Collected data:
[Start of section]

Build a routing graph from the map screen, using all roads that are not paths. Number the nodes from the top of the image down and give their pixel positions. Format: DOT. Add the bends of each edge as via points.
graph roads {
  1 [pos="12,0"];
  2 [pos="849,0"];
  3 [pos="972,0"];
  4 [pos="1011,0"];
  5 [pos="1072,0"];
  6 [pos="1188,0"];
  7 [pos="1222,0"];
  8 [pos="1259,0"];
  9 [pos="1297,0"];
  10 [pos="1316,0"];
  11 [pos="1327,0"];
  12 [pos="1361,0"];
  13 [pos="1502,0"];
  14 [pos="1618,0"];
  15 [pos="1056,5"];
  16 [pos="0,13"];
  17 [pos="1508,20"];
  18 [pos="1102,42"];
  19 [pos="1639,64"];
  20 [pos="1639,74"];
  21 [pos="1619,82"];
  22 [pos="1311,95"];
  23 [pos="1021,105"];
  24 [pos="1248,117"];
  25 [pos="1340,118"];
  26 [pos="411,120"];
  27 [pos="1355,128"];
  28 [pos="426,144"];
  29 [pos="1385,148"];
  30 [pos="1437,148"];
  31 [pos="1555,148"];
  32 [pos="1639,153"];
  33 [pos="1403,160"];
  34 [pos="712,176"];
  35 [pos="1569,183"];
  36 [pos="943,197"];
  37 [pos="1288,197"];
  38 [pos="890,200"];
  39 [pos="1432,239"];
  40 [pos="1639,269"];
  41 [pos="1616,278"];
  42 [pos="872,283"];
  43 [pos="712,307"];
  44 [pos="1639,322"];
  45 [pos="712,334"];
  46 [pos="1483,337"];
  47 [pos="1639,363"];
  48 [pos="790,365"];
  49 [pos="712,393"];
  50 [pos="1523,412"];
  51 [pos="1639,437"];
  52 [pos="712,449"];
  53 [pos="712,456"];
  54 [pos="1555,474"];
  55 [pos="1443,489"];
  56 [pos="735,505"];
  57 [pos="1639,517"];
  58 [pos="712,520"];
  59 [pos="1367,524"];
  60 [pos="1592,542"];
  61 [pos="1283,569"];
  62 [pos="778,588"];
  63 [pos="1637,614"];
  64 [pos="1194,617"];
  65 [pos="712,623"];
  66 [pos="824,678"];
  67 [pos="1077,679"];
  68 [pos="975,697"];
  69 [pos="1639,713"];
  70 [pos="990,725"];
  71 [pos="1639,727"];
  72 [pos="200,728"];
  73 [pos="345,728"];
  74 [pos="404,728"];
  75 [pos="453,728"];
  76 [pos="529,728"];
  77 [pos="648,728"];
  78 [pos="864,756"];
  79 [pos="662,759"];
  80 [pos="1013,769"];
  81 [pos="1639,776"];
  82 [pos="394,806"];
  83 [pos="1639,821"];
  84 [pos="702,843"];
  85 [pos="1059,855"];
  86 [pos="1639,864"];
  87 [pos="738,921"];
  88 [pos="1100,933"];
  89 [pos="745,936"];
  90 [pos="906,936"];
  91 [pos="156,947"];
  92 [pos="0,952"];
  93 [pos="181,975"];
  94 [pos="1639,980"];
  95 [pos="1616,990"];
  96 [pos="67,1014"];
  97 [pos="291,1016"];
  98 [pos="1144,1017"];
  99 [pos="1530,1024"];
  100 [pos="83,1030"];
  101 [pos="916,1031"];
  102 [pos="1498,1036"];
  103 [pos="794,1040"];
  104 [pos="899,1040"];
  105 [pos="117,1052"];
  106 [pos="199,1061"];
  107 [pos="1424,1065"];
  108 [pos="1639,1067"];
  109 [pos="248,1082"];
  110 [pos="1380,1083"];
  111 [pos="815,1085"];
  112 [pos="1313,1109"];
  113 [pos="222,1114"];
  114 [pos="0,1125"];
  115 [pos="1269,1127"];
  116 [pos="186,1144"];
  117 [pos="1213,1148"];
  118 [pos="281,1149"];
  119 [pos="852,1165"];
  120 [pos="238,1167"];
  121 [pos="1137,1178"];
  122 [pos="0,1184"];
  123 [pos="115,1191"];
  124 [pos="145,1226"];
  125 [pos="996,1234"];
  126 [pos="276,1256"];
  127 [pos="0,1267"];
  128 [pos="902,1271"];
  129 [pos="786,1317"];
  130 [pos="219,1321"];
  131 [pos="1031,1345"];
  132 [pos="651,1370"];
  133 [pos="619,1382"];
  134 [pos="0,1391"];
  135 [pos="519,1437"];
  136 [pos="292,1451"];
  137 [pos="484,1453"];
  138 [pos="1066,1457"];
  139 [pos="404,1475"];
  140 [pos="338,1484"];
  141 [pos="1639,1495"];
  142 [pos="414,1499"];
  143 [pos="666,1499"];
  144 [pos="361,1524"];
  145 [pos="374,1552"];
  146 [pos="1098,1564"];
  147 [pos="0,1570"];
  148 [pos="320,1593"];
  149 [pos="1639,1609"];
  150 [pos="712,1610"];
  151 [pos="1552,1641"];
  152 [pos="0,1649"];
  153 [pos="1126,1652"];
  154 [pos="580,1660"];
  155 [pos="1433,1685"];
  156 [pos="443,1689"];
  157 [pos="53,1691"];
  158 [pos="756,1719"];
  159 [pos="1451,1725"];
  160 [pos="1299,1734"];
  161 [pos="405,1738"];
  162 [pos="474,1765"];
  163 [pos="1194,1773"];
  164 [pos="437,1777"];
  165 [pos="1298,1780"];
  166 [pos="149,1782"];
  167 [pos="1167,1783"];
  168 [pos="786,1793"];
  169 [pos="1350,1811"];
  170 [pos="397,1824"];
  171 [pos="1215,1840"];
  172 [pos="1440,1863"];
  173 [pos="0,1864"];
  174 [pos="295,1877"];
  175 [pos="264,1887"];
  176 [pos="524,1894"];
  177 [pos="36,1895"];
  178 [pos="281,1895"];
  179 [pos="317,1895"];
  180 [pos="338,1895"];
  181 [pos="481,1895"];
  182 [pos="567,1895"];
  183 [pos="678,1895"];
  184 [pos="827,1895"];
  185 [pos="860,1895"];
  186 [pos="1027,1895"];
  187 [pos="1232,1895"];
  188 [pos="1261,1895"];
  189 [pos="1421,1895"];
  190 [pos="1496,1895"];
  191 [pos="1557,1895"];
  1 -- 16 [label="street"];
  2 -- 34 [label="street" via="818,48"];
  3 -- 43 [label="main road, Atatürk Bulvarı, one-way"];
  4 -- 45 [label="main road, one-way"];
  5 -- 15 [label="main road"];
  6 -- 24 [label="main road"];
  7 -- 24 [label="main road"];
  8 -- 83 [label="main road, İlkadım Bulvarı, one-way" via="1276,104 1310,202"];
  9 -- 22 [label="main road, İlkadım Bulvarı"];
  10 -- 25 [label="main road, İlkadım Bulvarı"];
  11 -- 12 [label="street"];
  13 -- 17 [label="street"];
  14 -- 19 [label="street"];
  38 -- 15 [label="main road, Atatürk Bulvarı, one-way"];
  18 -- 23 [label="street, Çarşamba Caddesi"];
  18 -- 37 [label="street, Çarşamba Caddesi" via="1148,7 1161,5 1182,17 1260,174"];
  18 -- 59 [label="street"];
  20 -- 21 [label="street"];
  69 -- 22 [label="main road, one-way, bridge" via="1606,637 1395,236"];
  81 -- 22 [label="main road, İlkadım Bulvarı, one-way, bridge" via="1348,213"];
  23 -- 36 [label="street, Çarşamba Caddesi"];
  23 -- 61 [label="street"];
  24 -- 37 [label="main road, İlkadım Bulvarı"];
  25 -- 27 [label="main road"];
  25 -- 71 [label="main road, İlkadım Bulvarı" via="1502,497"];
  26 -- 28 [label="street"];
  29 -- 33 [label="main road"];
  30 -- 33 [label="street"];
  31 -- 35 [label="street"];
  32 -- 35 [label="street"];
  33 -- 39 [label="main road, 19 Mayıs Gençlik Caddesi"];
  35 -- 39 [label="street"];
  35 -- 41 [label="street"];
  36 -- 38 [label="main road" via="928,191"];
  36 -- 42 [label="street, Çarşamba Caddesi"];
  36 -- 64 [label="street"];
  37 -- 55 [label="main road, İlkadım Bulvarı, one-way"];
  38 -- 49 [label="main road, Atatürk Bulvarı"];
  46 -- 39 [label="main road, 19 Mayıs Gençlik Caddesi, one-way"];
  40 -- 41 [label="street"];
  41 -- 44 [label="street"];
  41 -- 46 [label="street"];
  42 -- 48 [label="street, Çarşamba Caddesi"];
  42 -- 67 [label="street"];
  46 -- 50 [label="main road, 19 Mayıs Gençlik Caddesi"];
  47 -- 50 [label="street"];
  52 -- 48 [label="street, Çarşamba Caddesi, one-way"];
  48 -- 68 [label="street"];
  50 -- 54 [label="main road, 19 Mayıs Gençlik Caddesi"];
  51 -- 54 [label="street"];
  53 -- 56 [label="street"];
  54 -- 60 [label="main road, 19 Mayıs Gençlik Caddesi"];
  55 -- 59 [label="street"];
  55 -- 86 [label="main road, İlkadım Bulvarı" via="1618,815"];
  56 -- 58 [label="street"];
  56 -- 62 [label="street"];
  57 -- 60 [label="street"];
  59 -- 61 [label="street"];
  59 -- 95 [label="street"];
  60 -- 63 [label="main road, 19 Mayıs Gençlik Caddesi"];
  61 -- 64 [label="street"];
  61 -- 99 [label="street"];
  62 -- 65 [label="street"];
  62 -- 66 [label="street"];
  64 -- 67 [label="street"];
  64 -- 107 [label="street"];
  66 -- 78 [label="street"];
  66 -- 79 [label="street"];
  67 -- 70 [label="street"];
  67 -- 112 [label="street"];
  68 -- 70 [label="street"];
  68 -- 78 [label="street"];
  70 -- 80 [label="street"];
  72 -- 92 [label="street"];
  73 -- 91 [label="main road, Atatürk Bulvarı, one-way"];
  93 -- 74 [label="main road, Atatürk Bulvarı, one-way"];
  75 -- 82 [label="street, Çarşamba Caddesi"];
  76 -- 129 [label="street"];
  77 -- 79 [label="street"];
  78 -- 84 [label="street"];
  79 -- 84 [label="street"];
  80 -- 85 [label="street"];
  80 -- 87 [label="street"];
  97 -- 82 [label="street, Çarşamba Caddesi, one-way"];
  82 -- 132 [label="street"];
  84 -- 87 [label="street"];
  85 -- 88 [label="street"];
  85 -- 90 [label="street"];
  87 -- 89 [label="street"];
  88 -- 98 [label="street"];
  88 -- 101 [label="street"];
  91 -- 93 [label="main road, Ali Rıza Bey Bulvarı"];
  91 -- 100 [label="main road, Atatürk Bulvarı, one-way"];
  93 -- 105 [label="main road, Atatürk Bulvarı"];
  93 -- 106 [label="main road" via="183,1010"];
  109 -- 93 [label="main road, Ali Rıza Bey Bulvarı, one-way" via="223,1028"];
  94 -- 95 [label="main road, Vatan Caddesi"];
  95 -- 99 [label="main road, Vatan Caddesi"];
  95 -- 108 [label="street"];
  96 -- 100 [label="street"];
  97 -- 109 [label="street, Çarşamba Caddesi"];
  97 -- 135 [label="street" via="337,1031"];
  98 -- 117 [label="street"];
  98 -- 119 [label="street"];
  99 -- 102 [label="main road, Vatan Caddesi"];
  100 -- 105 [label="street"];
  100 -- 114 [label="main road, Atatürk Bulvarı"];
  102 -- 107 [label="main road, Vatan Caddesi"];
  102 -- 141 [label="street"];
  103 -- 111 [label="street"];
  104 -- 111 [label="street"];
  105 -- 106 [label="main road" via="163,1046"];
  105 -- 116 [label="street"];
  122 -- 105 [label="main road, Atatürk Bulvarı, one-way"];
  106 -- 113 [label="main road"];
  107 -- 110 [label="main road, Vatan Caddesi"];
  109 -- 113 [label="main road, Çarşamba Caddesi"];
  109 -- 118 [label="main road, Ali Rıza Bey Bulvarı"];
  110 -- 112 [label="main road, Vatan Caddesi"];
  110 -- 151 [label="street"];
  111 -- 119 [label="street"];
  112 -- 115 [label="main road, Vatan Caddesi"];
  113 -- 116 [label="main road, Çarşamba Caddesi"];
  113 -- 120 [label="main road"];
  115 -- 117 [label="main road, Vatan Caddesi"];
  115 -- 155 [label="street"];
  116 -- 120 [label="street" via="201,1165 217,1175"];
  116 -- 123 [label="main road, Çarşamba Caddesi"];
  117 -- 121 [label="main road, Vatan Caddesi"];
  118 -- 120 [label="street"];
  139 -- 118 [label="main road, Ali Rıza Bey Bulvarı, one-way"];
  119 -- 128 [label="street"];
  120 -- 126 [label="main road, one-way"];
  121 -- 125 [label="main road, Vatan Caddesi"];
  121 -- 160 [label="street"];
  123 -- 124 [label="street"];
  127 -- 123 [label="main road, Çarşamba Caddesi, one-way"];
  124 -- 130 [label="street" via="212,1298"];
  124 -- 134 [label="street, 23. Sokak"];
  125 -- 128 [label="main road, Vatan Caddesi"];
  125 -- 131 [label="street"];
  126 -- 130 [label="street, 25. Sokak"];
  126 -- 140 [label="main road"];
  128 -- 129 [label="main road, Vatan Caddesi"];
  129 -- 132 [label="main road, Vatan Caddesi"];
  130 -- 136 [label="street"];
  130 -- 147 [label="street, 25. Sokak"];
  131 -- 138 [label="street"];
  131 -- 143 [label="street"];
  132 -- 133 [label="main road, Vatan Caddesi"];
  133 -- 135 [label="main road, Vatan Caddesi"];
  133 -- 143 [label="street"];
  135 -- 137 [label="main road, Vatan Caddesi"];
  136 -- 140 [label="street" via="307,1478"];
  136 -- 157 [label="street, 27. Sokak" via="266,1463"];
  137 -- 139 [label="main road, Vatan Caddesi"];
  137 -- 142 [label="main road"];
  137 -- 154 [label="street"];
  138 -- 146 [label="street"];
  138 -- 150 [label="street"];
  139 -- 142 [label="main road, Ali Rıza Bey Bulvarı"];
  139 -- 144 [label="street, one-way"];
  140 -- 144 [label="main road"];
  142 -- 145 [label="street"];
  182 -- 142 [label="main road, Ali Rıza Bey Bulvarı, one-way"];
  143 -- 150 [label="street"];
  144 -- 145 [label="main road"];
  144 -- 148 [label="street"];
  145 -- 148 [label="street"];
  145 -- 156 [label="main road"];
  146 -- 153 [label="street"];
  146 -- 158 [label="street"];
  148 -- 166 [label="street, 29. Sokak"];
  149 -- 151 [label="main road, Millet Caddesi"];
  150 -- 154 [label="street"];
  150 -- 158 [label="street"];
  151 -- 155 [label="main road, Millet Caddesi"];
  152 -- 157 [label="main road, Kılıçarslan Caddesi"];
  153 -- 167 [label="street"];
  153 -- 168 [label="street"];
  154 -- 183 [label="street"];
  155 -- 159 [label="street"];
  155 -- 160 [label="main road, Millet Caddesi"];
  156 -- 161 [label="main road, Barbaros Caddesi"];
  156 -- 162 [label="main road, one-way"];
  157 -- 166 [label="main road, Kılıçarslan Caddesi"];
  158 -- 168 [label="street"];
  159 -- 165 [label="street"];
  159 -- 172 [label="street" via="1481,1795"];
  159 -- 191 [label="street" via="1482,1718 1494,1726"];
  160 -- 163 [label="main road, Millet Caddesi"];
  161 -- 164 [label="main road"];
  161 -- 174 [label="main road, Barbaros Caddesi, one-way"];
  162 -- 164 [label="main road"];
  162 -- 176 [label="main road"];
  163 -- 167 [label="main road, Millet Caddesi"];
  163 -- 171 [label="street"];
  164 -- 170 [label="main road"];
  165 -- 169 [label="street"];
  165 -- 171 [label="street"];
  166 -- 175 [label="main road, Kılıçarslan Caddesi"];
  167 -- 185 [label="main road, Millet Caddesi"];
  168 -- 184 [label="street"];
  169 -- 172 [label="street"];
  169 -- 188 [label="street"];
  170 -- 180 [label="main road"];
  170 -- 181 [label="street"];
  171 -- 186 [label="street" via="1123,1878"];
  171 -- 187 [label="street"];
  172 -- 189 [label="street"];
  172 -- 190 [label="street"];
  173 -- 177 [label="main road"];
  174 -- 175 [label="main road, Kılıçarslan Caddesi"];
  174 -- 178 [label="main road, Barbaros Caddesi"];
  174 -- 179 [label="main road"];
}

[End of section]

> _What the task requires_: Which of the lines above hold the word "Kılıçarslan"? Copy each one.

> _Exercise output_:
  152 -- 157 [label="main road, Kılıçarslan Caddesi"];
  157 -- 166 [label="main road, Kılıçarslan Caddesi"];
  166 -- 175 [label="main road, Kılıçarslan Caddesi"];
  174 -- 175 [label="main road, Kılıçarslan Caddesi"];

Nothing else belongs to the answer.